See also  Kedatangan Elon Musk menimbulkan ketakutan di antara beberapa karyawan Twitter

“Perubahan budaya adalah maraton, bukan lari cepat, membutuhkan kewaspadaan terus-menerus, banyak keputusan kecil, dan sering kali perubahan siapa yang memegang kekuasaan,” tulisnya. “Pengalaman saya sebagai kepala pusat superkomputer, dan dengan Analysis Knowledge Alliance, Sloan Basis, dan kelompok lain telah menunjukkan kepada saya bahwa organisasi dapat menciptakan lingkungan yang positif dan lebih beragam.”

5. Mitos meritokrasi adalah penghalang kesetaraan

Mitos meritokrasi adalah bagian besar dari umur panjang diskriminasi gender di bidang teknologi. Mitos itu mengatakan bahwa kesuksesan adalah hasil dari keterampilan dan usaha, dan bahwa keterwakilan perempuan adalah cerminan dari kemampuan mereka.

Di AS, wanita memiliki 39% dari semua bisnis milik pribadi tetapi hanya menerima sekitar 4% dari pendanaan modal ventura, menurut profesor Universitas Brown Banu Ozkazanc-Pan.

“Namun mitos meritokrasi, yang menurut penelitian saya memiliki kekuatan kuat di dunia kewirausahaan, berarti bahwa perempuan terus-menerus diberitahu bahwa yang harus mereka lakukan untuk mendapatkan lebih dari $22 miliar atau lebih dalam pendanaan modal ventura adalah membuat penawaran yang lebih baik atau menjadi lebih tegas,” tulisnya.

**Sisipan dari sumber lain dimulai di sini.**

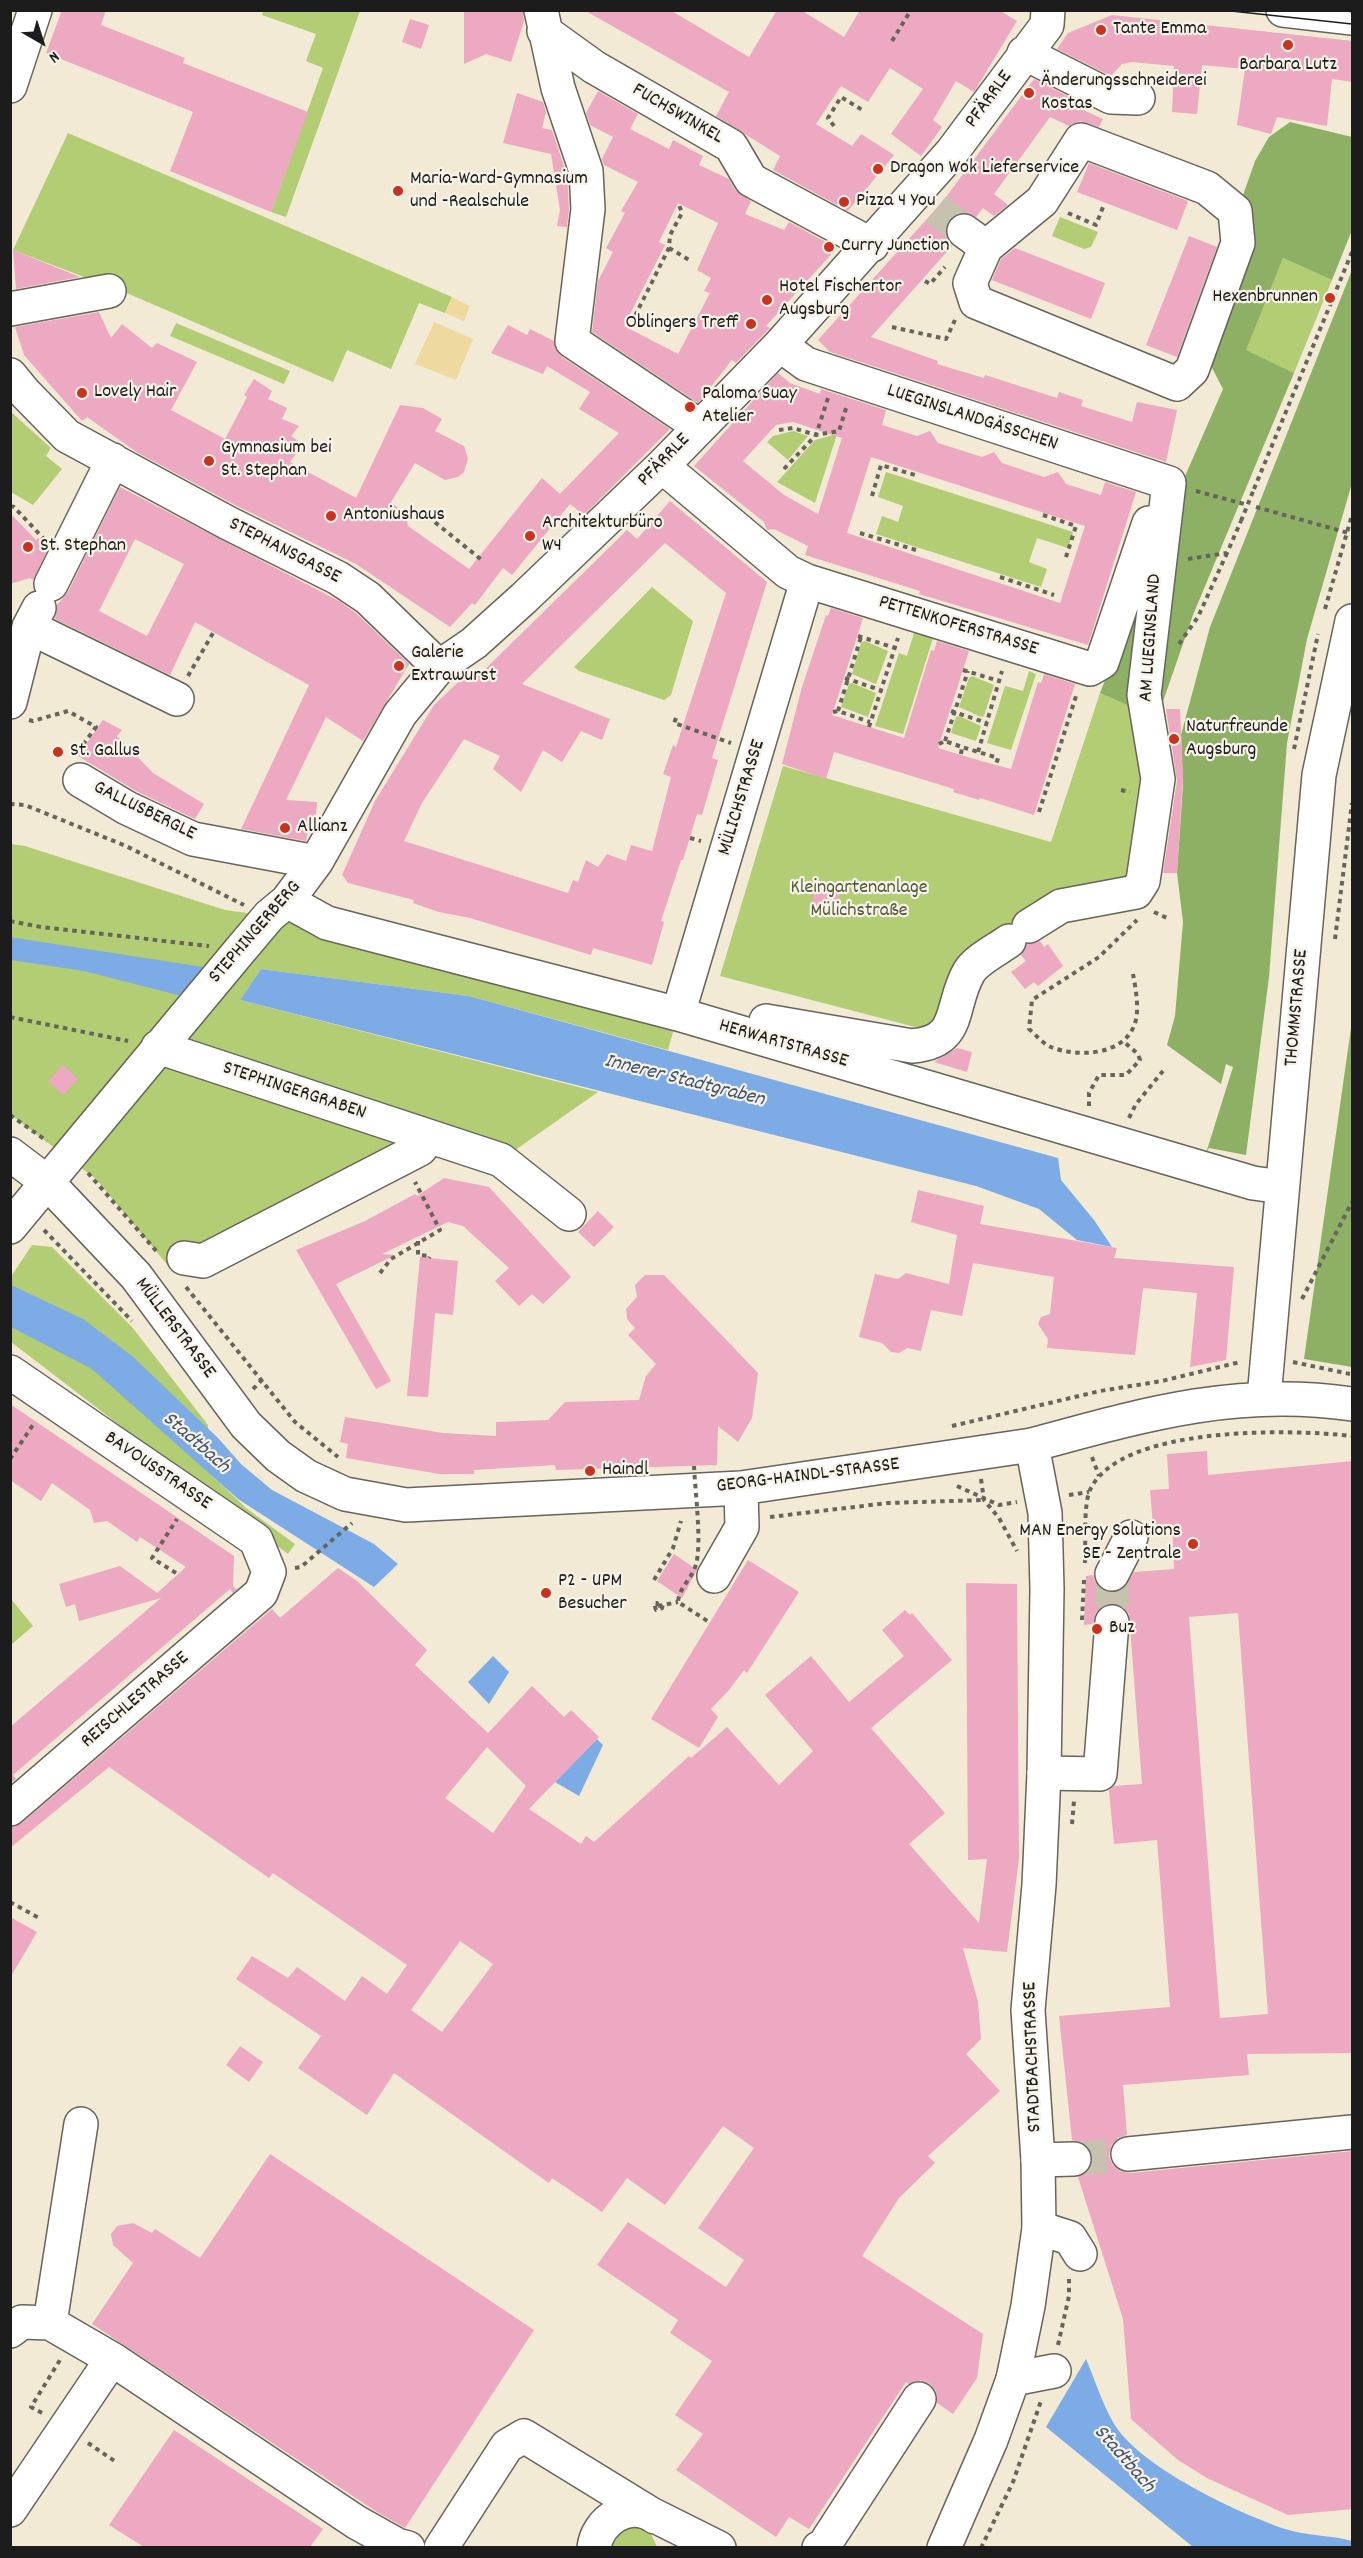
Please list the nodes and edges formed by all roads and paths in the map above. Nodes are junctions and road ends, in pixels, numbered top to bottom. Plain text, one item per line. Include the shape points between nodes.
1 (35, 10) edge
2 (911, 10) edge
3 (1048, 10) edge
4 (1283, 10) edge
5 (1353, 18) edge
6 (542, 21) edge
7 (892, 41) dead end
8 (1024, 54) junction
9 (10, 86) edge
10 (1138, 98) dead end
11 (864, 111) dead end
12 (834, 126) dead end
13 (1042, 201) junction
14 (679, 205) dead end
15 (1103, 207) dead end
16 (872, 245) junction
17 (669, 248) junction
18 (1353, 252) edge
19 (691, 261) dead end
20 (970, 283) junction
21 (109, 291) dead end
22 (10, 309) edge
23 (635, 316) dead end
24 (892, 327) dead end
25 (780, 345) junction
26 (10, 375) edge
27 (830, 392) dead end
28 (849, 398) dead end
29 (699, 426) junction
30 (779, 430) dead end
31 (816, 435) junction
32 (112, 460) junction
33 (662, 466) junction
34 (784, 469) dead end
35 (915, 475) dead end
36 (1166, 482) junction
37 (872, 496) dead end
38 (1244, 504) dead end
39 (10, 506) edge
40 (1256, 507) dead end
41 (422, 511) dead end
42 (1042, 515) dead end
43 (29, 522) dead end
44 (860, 533) dead end
45 (1353, 534) edge
46 (916, 550) dead end
47 (1227, 553) junction
48 (1065, 560) dead end
49 (483, 561) dead end
50 (1158, 564) junction
51 (1000, 578) dead end
52 (807, 582) junction
53 (1054, 596) dead end
54 (906, 612) junction
55 (1353, 621) edge
56 (29, 627) junction
57 (213, 633) dead end
58 (1010, 644) junction
59 (1178, 646) dead end
60 (895, 648) junction
61 (440, 667) junction
62 (1085, 668) junction
63 (846, 678) junction
64 (999, 681) junction
65 (181, 690) joint
66 (880, 690) junction
67 (16, 710) edge
68 (952, 711) junction
69 (676, 718) dead end
70 (987, 723) junction
71 (96, 727) dead end
72 (945, 741) junction
73 (939, 744) dead end
74 (962, 747) junction
75 (757, 751) junction
76 (978, 752) junction
77 (961, 754) dead end
78 (996, 765) dead end
79 (80, 780) dead end
80 (10, 804) edge
81 (1039, 812) dead end
82 (316, 862) junction
83 (278, 908) junction
84 (1148, 909) dead end
85 (1143, 914) dead end
86 (1167, 918) dead end
87 (10, 921) edge
88 (237, 954) junction
89 (1133, 974) dead end
90 (681, 1014) junction
91 (10, 1017) edge
92 (1124, 1041) junction
93 (158, 1047) junction
94 (1162, 1071) dead end
95 (1089, 1093) dead end
96 (10, 1115) edge
97 (1126, 1123) dead end
98 (430, 1137) junction
99 (10, 1154) edge
100 (69, 1156) junction
101 (403, 1158) junction
102 (47, 1182) junction
103 (1282, 1188) junction
104 (1353, 1202) edge
105 (569, 1214) dead end
106 (16, 1219) edge
107 (418, 1241) junction
108 (429, 1258) dead end
109 (177, 1267) junction
110 (380, 1273) dead end
111 (1298, 1308) dead end
112 (137, 1326) dead end
113 (1242, 1362) dead end
114 (10, 1372) edge
115 (1264, 1398) junction
116 (51, 1399) junction
117 (1353, 1404) edge
118 (949, 1427) dead end
119 (1353, 1436) edge
120 (1032, 1445) junction
121 (10, 1459) edge
122 (345, 1461) dead end
123 (704, 1468) dead end
124 (959, 1486) dead end
125 (193, 1497) junction
126 (984, 1500) junction
127 (741, 1504) junction
128 (999, 1505) dead end
129 (349, 1510) joint
130 (1087, 1515) dead end
131 (671, 1521) dead end
132 (681, 1521) junction
133 (348, 1527) dead end
134 (1131, 1537) dead end
135 (1011, 1538) dead end
136 (317, 1554) dead end
137 (176, 1573) dead end
138 (1112, 1574) tunnel mouth
139 (714, 1576) dead end
140 (654, 1580) dead end
141 (261, 1593) joint
142 (678, 1602) junction
143 (663, 1603) dead end
144 (709, 1622) dead end
145 (1112, 1623) tunnel mouth
146 (1044, 1773) junction
147 (10, 1809) edge
148 (10, 1902) edge
149 (41, 1919) dead end
150 (81, 2124) dead end
151 (1353, 2132) edge
152 (1128, 2154) tunnel mouth
153 (1074, 2159) tunnel mouth
154 (1038, 2160) junction
155 (1039, 2228) junction
156 (1080, 2254) dead end
157 (62, 2329) junction
158 (10, 2331) edge
159 (112, 2359) junction
160 (1054, 2371) dead end
161 (1013, 2379) junction
162 (919, 2399) dead end
163 (66, 2428) junction
164 (116, 2462) dead end
165 (10, 2510) edge
166 (651, 2514) junction
167 (408, 2547) edge
168 (441, 2547) edge
169 (594, 2547) edge
170 (674, 2547) edge
171 (719, 2547) edge
172 (819, 2547) edge
173 (944, 2547) edge

1 - 9 street
2 - 7 path
3 - 8 street, PFÄRRLE via 1047,25
4 - 5 street
6 - 16 street, FUCHSWINKEL via 594,67 731,146 751,180
6 - 29 street via 558,88 586,171 588,209 572,341
8 - 10 street via 1111,97
8 - 16 street, PFÄRRLE via 952,152 927,201
11 - 12 path via 841,97 828,118
13 - 15 path via 1096,225
13 - 20 street via 975,239
13 - 20 street via 1081,140 1208,188 1235,211 1238,243 1192,370 1177,384 976,302
14 - 17 path via 681,213 670,235
16 - 25 street, PFÄRRLE
17 - 19 path
17 - 23 path
18 - 47 path, bridge
20 - 24 path via 946,339
21 - 22 street
25 - 29 street, PFÄRRLE
25 - 36 street, LUEGINSLANDGÄSSCHEN via 806,364
26 - 32 street, STEPHANSGASSE via 67,436
27 - 31 path
28 - 31 path via 839,431
29 - 33 street, PFÄRRLE
30 - 31 path via 793,428
31 - 34 path
32 - 56 street
32 - 61 street, STEPHANSGASSE via 242,519 338,578 368,598
33 - 52 street, PETTENKOFERSTRASSE via 788,572
33 - 61 street, PFÄRRLE via 474,643
35 - 37 path via 882,465
36 - 38 path
36 - 50 street, AM LUEGINSLAND
36 - 62 street via 1102,662
39 - 43 path
40 - 45 path
41 - 49 path
42 - 48 path via 1076,526
44 - 46 path
47 - 50 path
47 - 59 path via 1198,617
50 - 90 street, AM LUEGINSLAND via 1144,695 1158,779 1143,881 1136,892 1061,906 1019,933 969,972 943,1036 930,1044 912,1046 712,1012
51 - 53 path
52 - 54 street, PETTENKOFERSTRASSE
52 - 75 street, MÜLICHSTRASSE
54 - 58 street, PETTENKOFERSTRASSE
54 - 60 path
55 - 103 street, THOMMSTRASSE via 1319,775
56 - 65 street
56 - 67 street
57 - 65 path
58 - 62 street, PETTENKOFERSTRASSE
58 - 64 path
60 - 63 path via 859,636
60 - 66 path
61 - 82 street, STEPHINGERBERG via 400,714
62 - 81 path
63 - 66 path
63 - 66 path via 835,711 870,724
64 - 68 path via 966,670
64 - 70 path
67 - 71 path via 33,721 68,711
68 - 70 path
68 - 72 path
69 - 75 path via 674,723
70 - 76 path
72 - 73 path
72 - 74 path
74 - 76 path
74 - 77 path
75 - 90 street, MÜLICHSTRASSE
76 - 78 path via 998,758
79 - 82 street, GALLUSBERGLE via 127,808 193,839
80 - 83 path via 25,805 126,846 197,884
82 - 83 street, STEPHINGERBERG
83 - 88 street, STEPHINGERBERG
83 - 90 street, HERWARTSTRASSE
84 - 86 path
85 - 92 path via 1099,957 1032,1000 1029,1029 1049,1047 1075,1052 1110,1050
87 - 88 path via 207,945
88 - 93 street, STEPHINGERBERG
89 - 92 path via 1135,1020
90 - 103 street, HERWARTSTRASSE via 1062,1128
91 - 93 path
92 - 95 path via 1140,1060 1126,1075 1099,1075
93 - 98 street, STEPHINGERGRABEN
93 - 100 street, STEPHINGERBERG
94 - 97 path
96 - 100 path
98 - 101 street via 420,1149
98 - 105 street, STEPHINGERGRABEN via 501,1160
99 - 102 street, MÜLLERSTRASSE
100 - 102 street, STEPHINGERBERG
100 - 109 path via 96,1179
101 - 107 path via 440,1230
101 - 109 street via 203,1261
102 - 106 street, STEPHINGERBERG
102 - 129 street, MÜLLERSTRASSE via 136,1276 246,1425 278,1456
103 - 115 street, THOMMSTRASSE
104 - 111 path
106 - 112 path via 43,1228
107 - 108 path via 418,1256
107 - 110 path via 391,1259
109 - 122 path via 295,1422
113 - 118 path
114 - 116 street, BAVOUSSTRASSE
115 - 117 street, GEORG-HAINDL-STRASSE
115 - 120 street, GEORG-HAINDL-STRASSE via 1200,1403 1149,1413
116 - 121 path
116 - 125 street, BAVOUSSTRASSE
119 - 130 path via 1305,1431 1216,1436 1148,1447 1116,1462 1099,1476 1089,1492
120 - 127 street, GEORG-HAINDL-STRASSE
120 - 146 street, STADTBACHSTRASSE via 1045,1513
123 - 142 path, bridge via 693,1468 696,1566
124 - 126 path
125 - 137 path via 152,1558
125 - 141 street, BAVOUSSTRASSE via 256,1540 269,1572
126 - 127 path
126 - 128 path
126 - 135 path
127 - 129 street, GEORG-HAINDL-STRASSE via 406,1505
127 - 132 path
127 - 139 street via 742,1527
131 - 132 path
132 - 140 path via 673,1548
133 - 136 path
134 - 138 street
141 - 147 street, REISCHLESTRASSE
142 - 143 path, bridge via 658,1606 654,1603 656,1610 662,1608
142 - 144 path, bridge
145 - 146 street via 1100,1774
146 - 154 street, STADTBACHSTRASSE via 1028,2010
148 - 149 path
150 - 157 street
151 - 152 street
153 - 154 street
154 - 155 street, STADTBACHSTRASSE
155 - 156 street via 1070,2238
155 - 161 street, STADTBACHSTRASSE
157 - 158 street via 22,2322
157 - 159 street
157 - 163 path via 31,2407
159 - 163 street
159 - 167 street via 356,2522
160 - 161 street
161 - 173 street, STADTBACHSTRASSE
162 - 172 street via 823,2547
163 - 164 path
163 - 165 street
166 - 168 street via 524,2436 507,2446
166 - 169 street via 637,2510 611,2517 601,2527
166 - 170 street via 662,2521
166 - 171 street

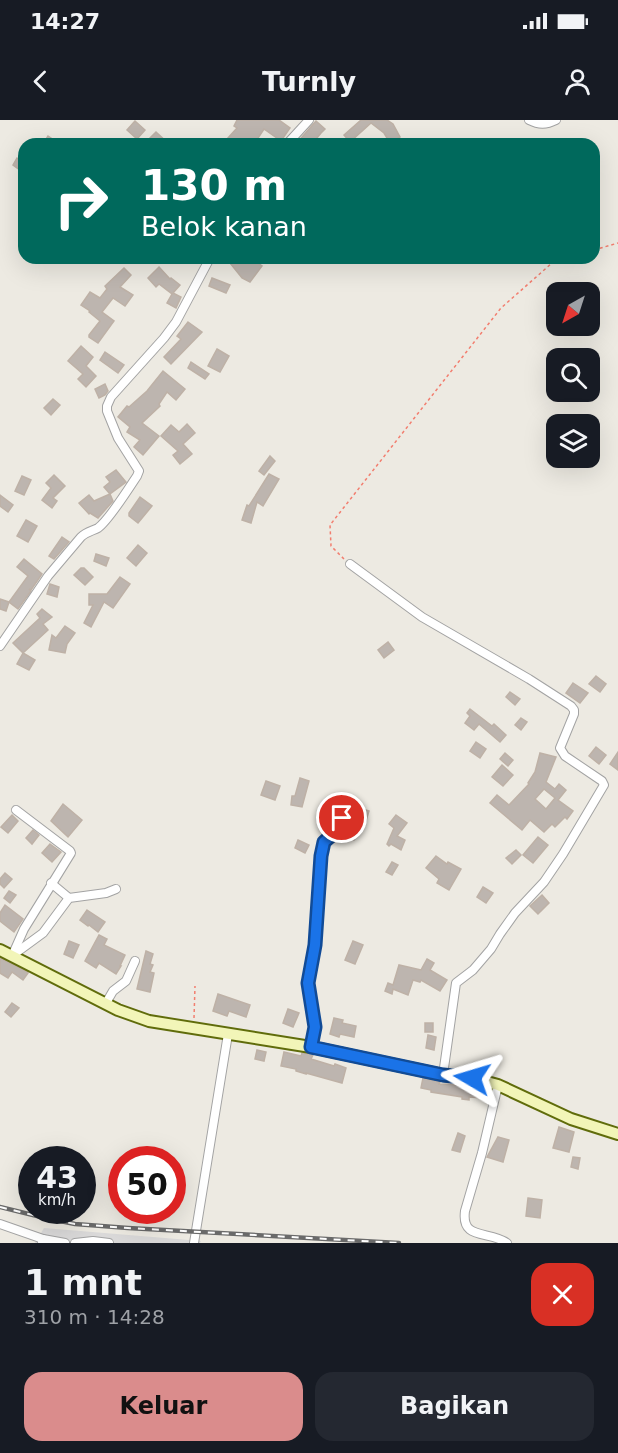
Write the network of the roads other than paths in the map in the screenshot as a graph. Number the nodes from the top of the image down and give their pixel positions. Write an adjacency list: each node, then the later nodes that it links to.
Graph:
1 (309, 120): 4 (street)
2 (529, 120): 3 (street)
3 (556, 120)
4 (292, 138)
5 (207, 264): 7 (street)
6 (350, 564): 19 (street)
7 (0, 646)
8 (16, 810): 10 (street)
9 (342, 818): 18 (street)
10 (51, 883): 12 (street); 14 (street)
11 (116, 889): 12 (street)
12 (69, 898): 14 (street)
13 (0, 950): 14 (main road)
14 (12, 956): 16 (main road)
15 (135, 961): 16 (street)
16 (106, 1003): 17 (main road)
17 (228, 1034): 18 (main road); 27 (street)
18 (311, 1047): 19 (main road)
19 (443, 1075): 20 (main road)
20 (498, 1086): 21 (main road); 28 (street)
21 (618, 1134)
22 (0, 1224): 23 (street)
23 (42, 1241): 24 (street)
24 (65, 1243)
25 (75, 1243): 26 (street)
26 (109, 1243)
27 (194, 1243)
28 (507, 1243)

Apa yang disebut bidang teknologi meritokrasi sebenarnya bias gender dan mengakibatkan sebagian besar pria kulit putih mendapatkan akses ke sumber daya dan pendanaan. “Dengan terus percaya pada meritokrasi dan mempertahankan praktik yang terkait dengannya, kesetaraan gender akan tetap menjadi tujuan yang jauh,” tulisnya.

Mengadopsi pendekatan yang sadar gender, termasuk menetapkan tujuan konkret untuk keseimbangan gender, adalah kunci untuk memperbaiki ketidakseimbangan yang disebabkan oleh mitos meritokrasi. – Ilmupendidik.com

Artikel ini awalnya muncul di The Dialog. Judul telah dipersingkat.

Catatan editor: Cerita ini adalah kumpulan artikel dari arsip The Dialog. Ini adalah versi terbaru dari artikel yang aslinya diterbitkan pada 30 Juli 2021. Artikel ini telah diperbarui untuk menyertakan niat Microsoft untuk membeli Activision Blizzard.